**Exercise prompt:** Give the records again word for word. Leave every picture out.
····················
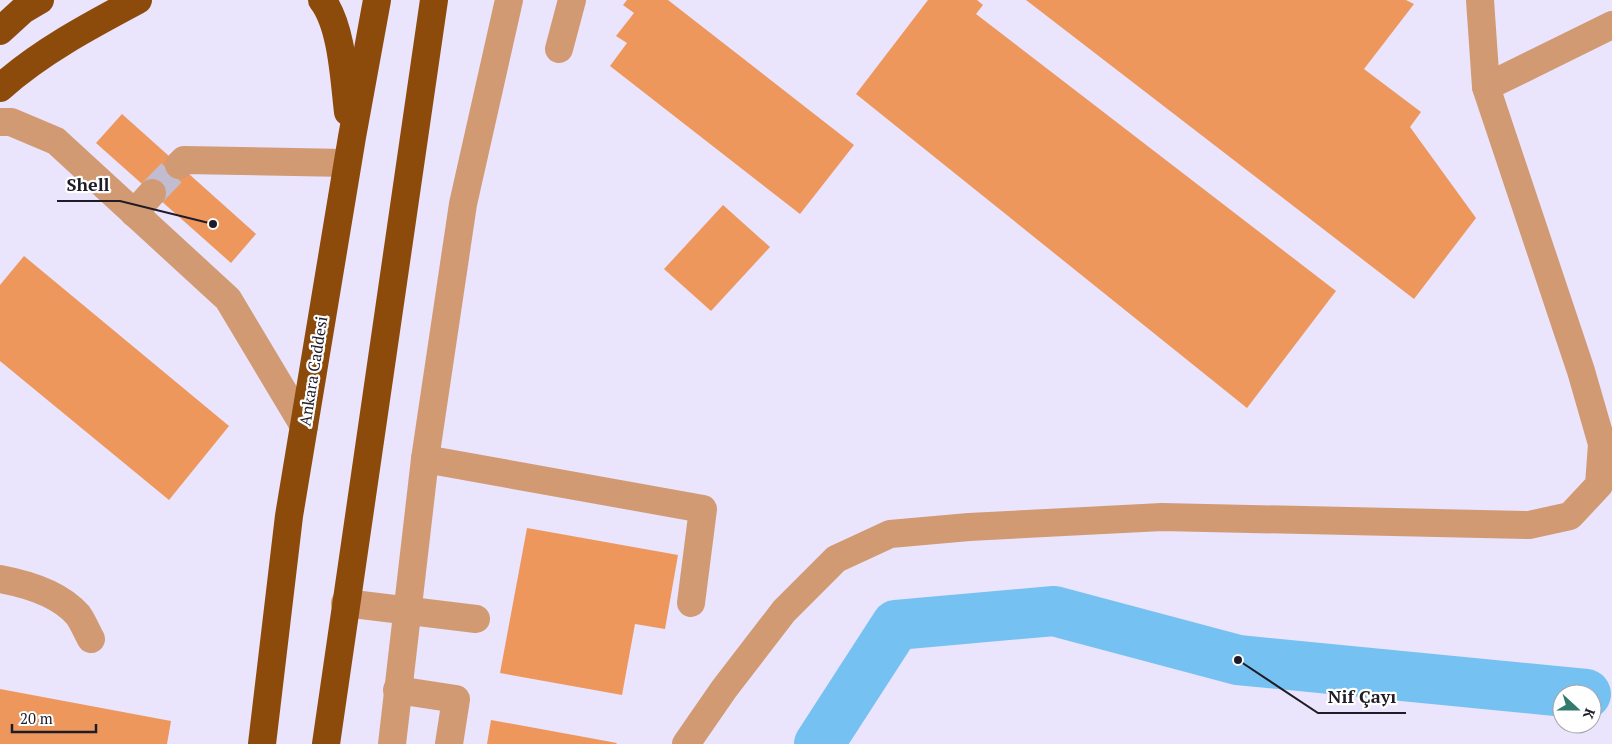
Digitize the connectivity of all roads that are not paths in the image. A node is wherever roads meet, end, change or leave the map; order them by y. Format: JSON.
{"nodes":[{"id":1,"x":40,"y":0,"type":"edge"},
{"id":2,"x":138,"y":0,"type":"edge"},
{"id":3,"x":322,"y":0,"type":"edge"},
{"id":4,"x":377,"y":0,"type":"edge"},
{"id":5,"x":434,"y":0,"type":"edge"},
{"id":6,"x":509,"y":0,"type":"edge"},
{"id":7,"x":572,"y":0,"type":"edge"},
{"id":8,"x":1480,"y":0,"type":"edge"},
{"id":9,"x":1612,"y":25,"type":"edge"},
{"id":10,"x":0,"y":31,"type":"edge"},
{"id":11,"x":559,"y":49,"type":"dead end"},
{"id":12,"x":1486,"y":87,"type":"junction"},
{"id":13,"x":0,"y":88,"type":"edge"},
{"id":14,"x":0,"y":122,"type":"edge"},
{"id":15,"x":350,"y":150,"type":"junction"},
{"id":16,"x":179,"y":165,"type":"tunnel mouth"},
{"id":17,"x":304,"y":426,"type":"junction"},
{"id":18,"x":425,"y":459,"type":"junction"},
{"id":19,"x":0,"y":579,"type":"edge"},
{"id":20,"x":691,"y":603,"type":"dead end"},
{"id":21,"x":345,"y":604,"type":"junction"},
{"id":22,"x":406,"y":612,"type":"junction"},
{"id":23,"x":476,"y":619,"type":"dead end"},
{"id":24,"x":91,"y":639,"type":"dead end"},
{"id":25,"x":397,"y":690,"type":"junction"},
{"id":26,"x":262,"y":744,"type":"edge"},
{"id":27,"x":326,"y":744,"type":"edge"},
{"id":28,"x":392,"y":744,"type":"edge"},
{"id":29,"x":449,"y":744,"type":"edge"},
{"id":30,"x":686,"y":744,"type":"edge"}],
"edges":[{"from":1,"to":10,"type":"highway"},
{"from":2,"to":13,"type":"highway"},
{"from":3,"to":15,"type":"highway"},
{"from":4,"to":15,"type":"highway","name":"Ankara Caddesi"},
{"from":5,"to":21,"type":"highway"},
{"from":6,"to":18,"type":"lane"},
{"from":7,"to":11,"type":"lane"},
{"from":8,"to":12,"type":"lane"},
{"from":9,"to":12,"type":"lane"},
{"from":12,"to":30,"type":"lane"},
{"from":14,"to":17,"type":"lane"},
{"from":15,"to":16,"type":"lane"},
{"from":15,"to":17,"type":"highway","name":"Ankara Caddesi"},
{"from":17,"to":26,"type":"highway","name":"Ankara Caddesi"},
{"from":18,"to":20,"type":"lane"},
{"from":18,"to":22,"type":"lane"},
{"from":19,"to":24,"type":"lane"},
{"from":21,"to":22,"type":"lane"},
{"from":21,"to":27,"type":"highway"},
{"from":22,"to":23,"type":"lane"},
{"from":22,"to":25,"type":"lane"},
{"from":25,"to":28,"type":"lane"},
{"from":25,"to":29,"type":"lane"}]}
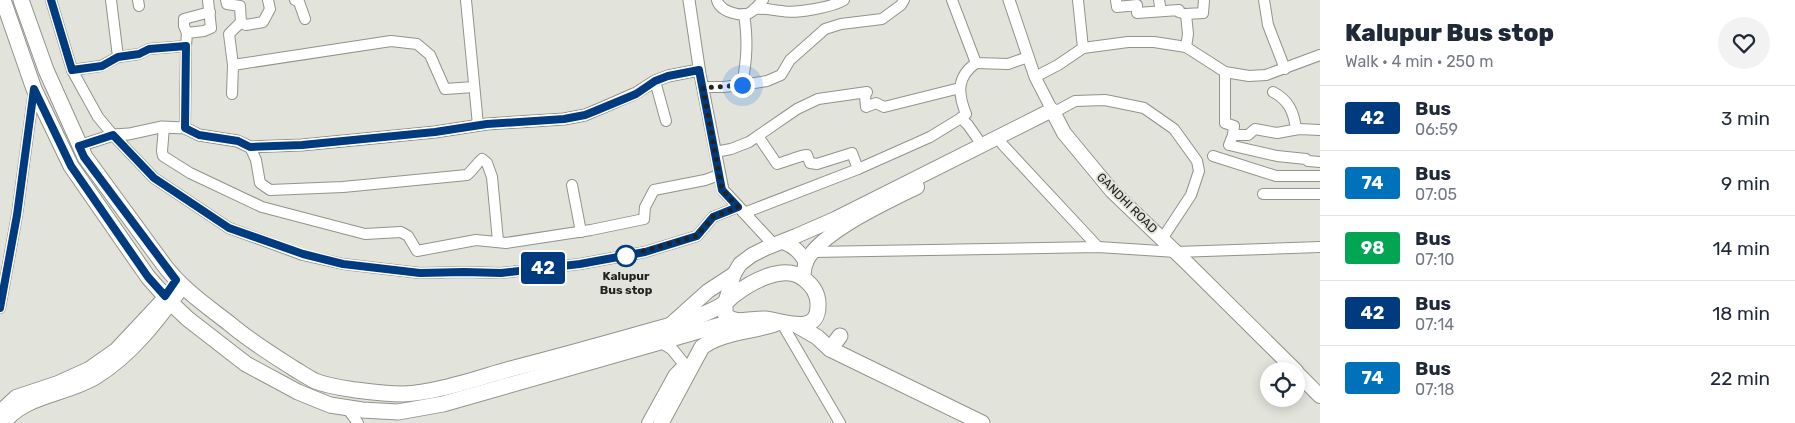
····················
**Expected output:**
Digitize the connectivity of all roads that are not paths in the image. A node is wherever roads meet, end, change or leave the map; order them by y. Format: JSON.
{"nodes":[{"id":1,"x":40,"y":0,"type":"edge"},
{"id":2,"x":138,"y":0,"type":"edge"},
{"id":3,"x":322,"y":0,"type":"edge"},
{"id":4,"x":377,"y":0,"type":"edge"},
{"id":5,"x":434,"y":0,"type":"edge"},
{"id":6,"x":509,"y":0,"type":"edge"},
{"id":7,"x":572,"y":0,"type":"edge"},
{"id":8,"x":1480,"y":0,"type":"edge"},
{"id":9,"x":1612,"y":25,"type":"edge"},
{"id":10,"x":0,"y":31,"type":"edge"},
{"id":11,"x":559,"y":49,"type":"dead end"},
{"id":12,"x":1486,"y":87,"type":"junction"},
{"id":13,"x":0,"y":88,"type":"edge"},
{"id":14,"x":0,"y":122,"type":"edge"},
{"id":15,"x":350,"y":150,"type":"junction"},
{"id":16,"x":179,"y":165,"type":"tunnel mouth"},
{"id":17,"x":304,"y":426,"type":"junction"},
{"id":18,"x":425,"y":459,"type":"junction"},
{"id":19,"x":0,"y":579,"type":"edge"},
{"id":20,"x":691,"y":603,"type":"dead end"},
{"id":21,"x":345,"y":604,"type":"junction"},
{"id":22,"x":406,"y":612,"type":"junction"},
{"id":23,"x":476,"y":619,"type":"dead end"},
{"id":24,"x":91,"y":639,"type":"dead end"},
{"id":25,"x":397,"y":690,"type":"junction"},
{"id":26,"x":262,"y":744,"type":"edge"},
{"id":27,"x":326,"y":744,"type":"edge"},
{"id":28,"x":392,"y":744,"type":"edge"},
{"id":29,"x":449,"y":744,"type":"edge"},
{"id":30,"x":686,"y":744,"type":"edge"}],
"edges":[{"from":1,"to":10,"type":"highway"},
{"from":2,"to":13,"type":"highway"},
{"from":3,"to":15,"type":"highway"},
{"from":4,"to":15,"type":"highway","name":"Ankara Caddesi"},
{"from":5,"to":21,"type":"highway"},
{"from":6,"to":18,"type":"lane"},
{"from":7,"to":11,"type":"lane"},
{"from":8,"to":12,"type":"lane"},
{"from":9,"to":12,"type":"lane"},
{"from":12,"to":30,"type":"lane"},
{"from":14,"to":17,"type":"lane"},
{"from":15,"to":16,"type":"lane"},
{"from":15,"to":17,"type":"highway","name":"Ankara Caddesi"},
{"from":17,"to":26,"type":"highway","name":"Ankara Caddesi"},
{"from":18,"to":20,"type":"lane"},
{"from":18,"to":22,"type":"lane"},
{"from":19,"to":24,"type":"lane"},
{"from":21,"to":22,"type":"lane"},
{"from":21,"to":27,"type":"highway"},
{"from":22,"to":23,"type":"lane"},
{"from":22,"to":25,"type":"lane"},
{"from":25,"to":28,"type":"lane"},
{"from":25,"to":29,"type":"lane"}]}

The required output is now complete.